While Schlesinger was best known for his work with Fountains of Wayne and as a composer for film, TV, and theater, Ivy was a constant throughout his career. “Ivy always flew under the radar to the world, which was fine,” says Schlesinger’s bandmate, Andy Chase, in the new video. “But in the context of Adam Schlesinger, and even myself and Dominique [Durand], Ivy was the rabbit’s foot — the magical union between the three of us that really launched our careers.”

Schlesinger met his future Ivy bandmates in the Nineties when Chase and Durand placed an ad in The Village Voice looking for musical collaborators. The band officially formed a few years later, after a tumultuous period during which Durand — who’d moved to New York from Paris — was sent back to France, and Chase followed; the two ultimately married and returned to the States where they began working on the first Ivy demos, enlisting Schlesinger to play bass.
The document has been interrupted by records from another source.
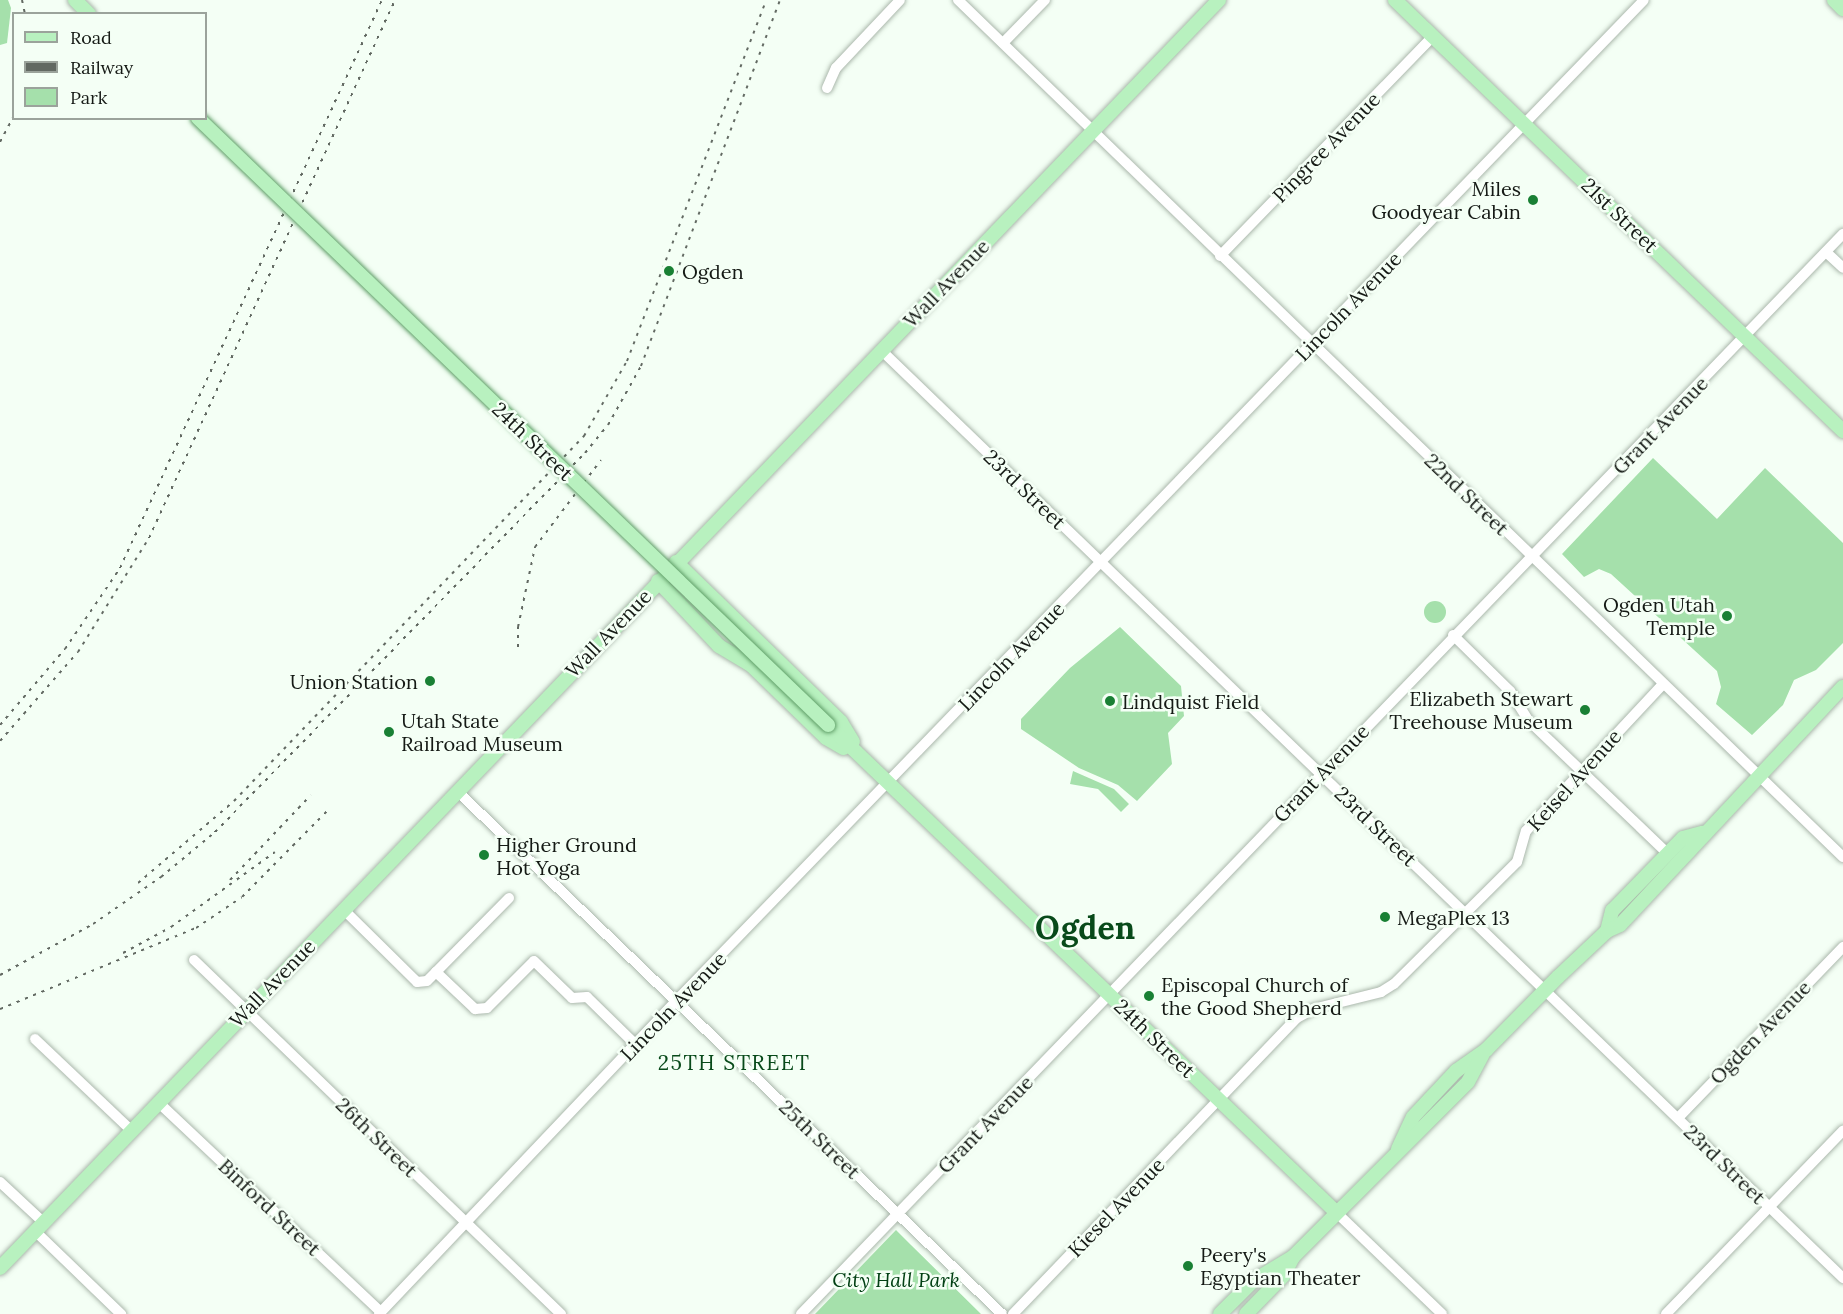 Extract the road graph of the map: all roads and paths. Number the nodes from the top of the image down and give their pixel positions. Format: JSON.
{"nodes":[{"id":1,"x":75,"y":0,"type":"edge"},
{"id":2,"x":900,"y":0,"type":"edge"},
{"id":3,"x":958,"y":0,"type":"edge"},
{"id":4,"x":1045,"y":0,"type":"edge"},
{"id":5,"x":1219,"y":0,"type":"edge"},
{"id":6,"x":1395,"y":0,"type":"edge"},
{"id":7,"x":1644,"y":0,"type":"edge"},
{"id":8,"x":1834,"y":0,"type":"edge"},
{"id":9,"x":1843,"y":9,"type":"edge"},
{"id":10,"x":87,"y":12,"type":"edge"},
{"id":11,"x":1432,"y":37,"type":"junction"},
{"id":12,"x":1003,"y":43,"type":"junction"},
{"id":13,"x":827,"y":88,"type":"dead end"},
{"id":14,"x":200,"y":120,"type":"edge"},
{"id":15,"x":1525,"y":124,"type":"junction"},
{"id":16,"x":1093,"y":130,"type":"junction"},
{"id":17,"x":1843,"y":234,"type":"edge"},
{"id":18,"x":1830,"y":248,"type":"junction"},
{"id":19,"x":1843,"y":253,"type":"edge"},
{"id":20,"x":1220,"y":256,"type":"junction"},
{"id":21,"x":1843,"y":268,"type":"edge"},
{"id":22,"x":1745,"y":337,"type":"junction"},
{"id":23,"x":1312,"y":344,"type":"junction"},
{"id":24,"x":881,"y":350,"type":"junction"},
{"id":25,"x":1843,"y":431,"type":"edge"},
{"id":26,"x":1532,"y":556,"type":"junction"},
{"id":27,"x":676,"y":562,"type":"junction"},
{"id":28,"x":1102,"y":563,"type":"junction"},
{"id":29,"x":658,"y":581,"type":"junction"},
{"id":30,"x":1453,"y":635,"type":"junction"},
{"id":31,"x":1663,"y":684,"type":"junction"},
{"id":32,"x":1843,"y":687,"type":"edge"},
{"id":33,"x":868,"y":764,"type":"junction"},
{"id":34,"x":1579,"y":771,"type":"junction"},
{"id":35,"x":1321,"y":773,"type":"junction"},
{"id":36,"x":1758,"y":775,"type":"junction"},
{"id":37,"x":888,"y":783,"type":"junction"},
{"id":38,"x":457,"y":790,"type":"junction"},
{"id":39,"x":1702,"y":833,"type":"junction"},
{"id":40,"x":1668,"y":854,"type":"junction"},
{"id":41,"x":1843,"y":857,"type":"edge"},
{"id":42,"x":509,"y":898,"type":"dead end"},
{"id":43,"x":343,"y":909,"type":"junction"},
{"id":44,"x":1466,"y":913,"type":"junction"},
{"id":45,"x":1607,"y":931,"type":"junction"},
{"id":46,"x":1843,"y":947,"type":"edge"},
{"id":47,"x":194,"y":960,"type":"dead end"},
{"id":48,"x":436,"y":972,"type":"junction"},
{"id":49,"x":1546,"y":990,"type":"junction"},
{"id":50,"x":1110,"y":995,"type":"junction"},
{"id":51,"x":676,"y":1001,"type":"junction"},
{"id":52,"x":246,"y":1010,"type":"junction"},
{"id":53,"x":35,"y":1039,"type":"dead end"},
{"id":54,"x":635,"y":1044,"type":"junction"},
{"id":55,"x":1219,"y":1100,"type":"junction"},
{"id":56,"x":158,"y":1102,"type":"junction"},
{"id":57,"x":1678,"y":1118,"type":"junction"},
{"id":58,"x":131,"y":1131,"type":"junction"},
{"id":59,"x":1843,"y":1131,"type":"edge"},
{"id":60,"x":0,"y":1182,"type":"edge"},
{"id":61,"x":1769,"y":1207,"type":"junction"},
{"id":62,"x":1336,"y":1212,"type":"junction"},
{"id":63,"x":897,"y":1214,"type":"junction"},
{"id":64,"x":467,"y":1223,"type":"junction"},
{"id":65,"x":39,"y":1227,"type":"junction"},
{"id":66,"x":1293,"y":1257,"type":"junction"},
{"id":67,"x":0,"y":1268,"type":"edge"},
{"id":68,"x":1843,"y":1278,"type":"edge"},
{"id":69,"x":380,"y":1313,"type":"edge"},
{"id":70,"x":121,"y":1314,"type":"edge"},
{"id":71,"x":561,"y":1314,"type":"edge"},
{"id":72,"x":801,"y":1314,"type":"edge"},
{"id":73,"x":1002,"y":1314,"type":"edge"},
{"id":74,"x":1013,"y":1314,"type":"edge"},
{"id":75,"x":1220,"y":1314,"type":"edge"},
{"id":76,"x":1246,"y":1314,"type":"edge"},
{"id":77,"x":1442,"y":1314,"type":"edge"},
{"id":78,"x":1666,"y":1314,"type":"edge"}],
"edges":[{"from":1,"to":10,"type":"main road"},
{"from":2,"to":13,"type":"street"},
{"from":3,"to":12,"type":"street","name":"22nd Street"},
{"from":4,"to":12,"type":"street"},
{"from":5,"to":16,"type":"main road","name":"Wall Avenue"},
{"from":6,"to":11,"type":"main road","name":"21st Street"},
{"from":7,"to":15,"type":"street","name":"Lincoln Avenue"},
{"from":8,"to":9,"type":"main road"},
{"from":11,"to":15,"type":"main road","name":"21st Street"},
{"from":11,"to":20,"type":"street","name":"Pingree Avenue"},
{"from":12,"to":16,"type":"street","name":"22nd Street"},
{"from":14,"to":33,"type":"main road","name":"24th Street","bridge":true},
{"from":15,"to":22,"type":"main road","name":"21st Street"},
{"from":15,"to":23,"type":"street","name":"Lincoln Avenue"},
{"from":16,"to":20,"type":"street","name":"22nd Street"},
{"from":16,"to":24,"type":"main road","name":"Wall Avenue"},
{"from":17,"to":18,"type":"street","name":"Grant Avenue"},
{"from":18,"to":19,"type":"street"},
{"from":18,"to":21,"type":"street"},
{"from":18,"to":22,"type":"street","name":"Grant Avenue"},
{"from":20,"to":23,"type":"street","name":"22nd Street"},
{"from":22,"to":25,"type":"main road","name":"21st Street"},
{"from":22,"to":26,"type":"street","name":"Grant Avenue"},
{"from":23,"to":26,"type":"street","name":"22nd Street"},
{"from":23,"to":28,"type":"street","name":"Lincoln Avenue"},
{"from":24,"to":27,"type":"main road","name":"Wall Avenue"},
{"from":24,"to":28,"type":"street","name":"23rd Street"},
{"from":26,"to":30,"type":"street","name":"Grant Avenue"},
{"from":26,"to":31,"type":"street","name":"22nd Street"},
{"from":27,"to":29,"type":"main road","name":"Wall Avenue"},
{"from":27,"to":33,"type":"main road","name":"24th Street"},
{"from":28,"to":35,"type":"street","name":"23rd Street"},
{"from":28,"to":37,"type":"street","name":"Lincoln Avenue"},
{"from":29,"to":33,"type":"main road","name":"24th Street"},
{"from":29,"to":38,"type":"main road","name":"Wall Avenue"},
{"from":30,"to":34,"type":"street"},
{"from":30,"to":35,"type":"street","name":"Grant Avenue"},
{"from":31,"to":34,"type":"street","name":"Keisel Avenue"},
{"from":31,"to":36,"type":"street","name":"22nd Street"},
{"from":32,"to":36,"type":"main road"},
{"from":33,"to":37,"type":"main road","name":"24th Street"},
{"from":34,"to":40,"type":"street"},
{"from":34,"to":44,"type":"street","name":"Keisel Avenue"},
{"from":35,"to":44,"type":"street","name":"23rd Street"},
{"from":35,"to":50,"type":"street","name":"Grant Avenue"},
{"from":36,"to":39,"type":"main road"},
{"from":36,"to":41,"type":"street","name":"22nd Street"},
{"from":37,"to":50,"type":"main road","name":"24th Street"},
{"from":37,"to":51,"type":"street","name":"Lincoln Avenue"},
{"from":38,"to":43,"type":"main road","name":"Wall Avenue"},
{"from":38,"to":51,"type":"street","name":"25th Street"},
{"from":39,"to":40,"type":"main road"},
{"from":39,"to":45,"type":"main road"},
{"from":40,"to":45,"type":"main road"},
{"from":42,"to":48,"type":"street"},
{"from":43,"to":48,"type":"street"},
{"from":43,"to":52,"type":"main road","name":"Wall Avenue"},
{"from":44,"to":49,"type":"street","name":"23rd Street"},
{"from":44,"to":55,"type":"street","name":"Keisel Avenue"},
{"from":45,"to":49,"type":"main road"},
{"from":46,"to":57,"type":"street","name":"Ogden Avenue"},
{"from":47,"to":52,"type":"street","name":"26th Street"},
{"from":48,"to":54,"type":"street"},
{"from":49,"to":57,"type":"street","name":"23rd Street"},
{"from":49,"to":62,"type":"main road"},
{"from":50,"to":55,"type":"main road","name":"24th Street"},
{"from":50,"to":63,"type":"street","name":"Grant Avenue"},
{"from":51,"to":54,"type":"street","name":"Lincoln Avenue"},
{"from":51,"to":63,"type":"street","name":"25th Street"},
{"from":52,"to":56,"type":"main road","name":"Wall Avenue"},
{"from":52,"to":64,"type":"street","name":"26th Street"},
{"from":53,"to":58,"type":"street"},
{"from":54,"to":64,"type":"street","name":"Lincoln Avenue"},
{"from":55,"to":62,"type":"main road","name":"24th Street"},
{"from":55,"to":74,"type":"street","name":"Kiesel Avenue"},
{"from":56,"to":58,"type":"main road","name":"Wall Avenue"},
{"from":56,"to":69,"type":"street","name":"Binford Street"},
{"from":57,"to":61,"type":"street","name":"23rd Street"},
{"from":58,"to":65,"type":"main road","name":"Wall Avenue"},
{"from":59,"to":61,"type":"street"},
{"from":60,"to":65,"type":"street"},
{"from":61,"to":68,"type":"street","name":"23rd Street"},
{"from":61,"to":78,"type":"street"},
{"from":62,"to":66,"type":"main road"},
{"from":62,"to":77,"type":"street","name":"24th Street"},
{"from":63,"to":72,"type":"street","name":"Grant Avenue"},
{"from":63,"to":73,"type":"street","name":"25th Street"},
{"from":64,"to":69,"type":"street","name":"Lincoln Avenue"},
{"from":64,"to":71,"type":"street","name":"26th Street"},
{"from":65,"to":67,"type":"main road","name":"Wall Avenue"},
{"from":65,"to":70,"type":"street"},
{"from":66,"to":75,"type":"main road"},
{"from":66,"to":76,"type":"main road"}]} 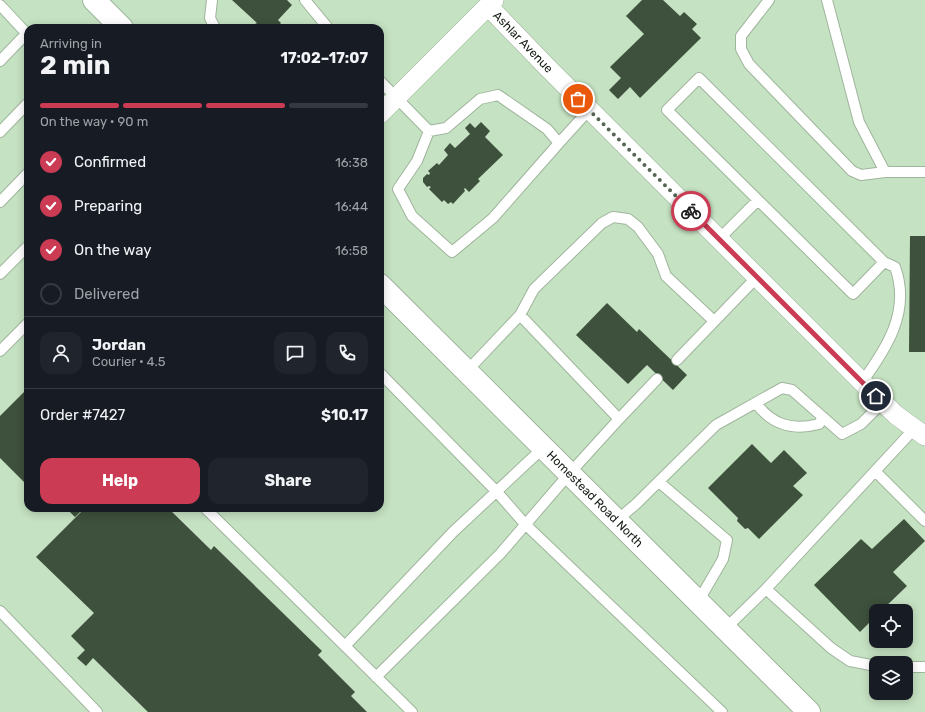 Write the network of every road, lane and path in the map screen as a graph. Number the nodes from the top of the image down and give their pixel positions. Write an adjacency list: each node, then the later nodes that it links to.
1 (94, 0): 8 (main road)
2 (212, 0): 9 (lane)
3 (305, 0): 10 (lane)
4 (769, 0): 22 (lane)
5 (827, 0): 22 (lane)
6 (491, 3): 15 (street, Ashlar Avenue); 18 (street, Ashlar Avenue)
7 (0, 5): 11 (lane)
8 (118, 24)
9 (213, 24)
10 (325, 24)
11 (24, 31)
12 (24, 37): 13 (lane)
13 (0, 60)
14 (384, 85): 15 (lane)
15 (396, 97): 17 (street, Ashlar Avenue); 19 (lane)
16 (24, 107): 20 (lane)
17 (384, 110)
18 (589, 110): 21 (lane); 27 (street, Ashlar Avenue)
19 (429, 131): 21 (lane); 21 (lane)
20 (0, 132)
21 (559, 143)
22 (885, 172): 23 (lane)
23 (925, 172)
24 (24, 177): 26 (lane)
25 (758, 200): 27 (lane); 29 (lane); 29 (lane)
26 (0, 202)
27 (719, 239): 31 (street, Ashlar Avenue)
28 (24, 250): 30 (lane)
29 (884, 262): 41 (lane)
30 (0, 274)
31 (757, 277): 34 (lane); 41 (street, Ashlar Avenue)
32 (384, 289): 38 (main road, Homestead Road North)
33 (520, 315): 34 (lane); 38 (lane); 45 (lane)
34 (714, 321): 37 (lane)
35 (24, 330): 36 (lane)
36 (0, 351)
37 (677, 360)
38 (467, 371): 47 (main road, Homestead Road North)
39 (384, 377): 51 (lane)
40 (657, 379): 45 (lane)
41 (862, 382): 42 (street, Ashlar Avenue)
42 (882, 402): 44 (lane); 46 (street, Ashlar Avenue)
43 (756, 403): 44 (lane); 44 (lane); 50 (lane)
44 (823, 418)
45 (619, 419): 49 (lane)
46 (920, 432): 48 (lane)
47 (543, 448): 49 (main road, Homestead Road North); 51 (lane)
48 (875, 471): 54 (lane); 56 (lane)
49 (569, 474): 53 (main road, Homestead Road North); 55 (lane)
50 (659, 482): 53 (lane); 57 (lane)
51 (496, 492): 55 (lane); 60 (lane)
52 (209, 512): 60 (lane)
53 (616, 521): 57 (main road, Homestead Road North)
54 (925, 522)
55 (525, 524): 64 (lane); 67 (lane)
56 (766, 589): 59 (lane); 61 (lane)
57 (698, 602): 59 (main road, Homestead Road North)
58 (0, 611): 65 (lane)
59 (725, 629): 68 (main road, Homestead Road North)
60 (345, 646): 64 (lane)
61 (869, 665)
62 (913, 667): 63 (lane)
63 (925, 667)
64 (376, 677): 66 (lane)
65 (97, 712)
66 (412, 712)
67 (722, 712)
68 (810, 712)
Durand and Chase’s new tribute to Schlesinger offers an intimate, behind-the-scenes look at the band. It’s filled with an array of old archival photos and videos of studio sessions and shows, as well as home movies and clips from life on the road. Chase and Durand also reminisce about their work with Schlesinger, his love of music, endless ambition, sense of humor, occasional stubbornness, and desire to remain fiercely independent.

“Adam always did what he wanted to do,” Durand says. “There was no compromise whatsoever. That was his M.O. in life — no compromise. No compromise in terms of artistic freedom, business freedom. That was a very, very important point of Adam’s existence.”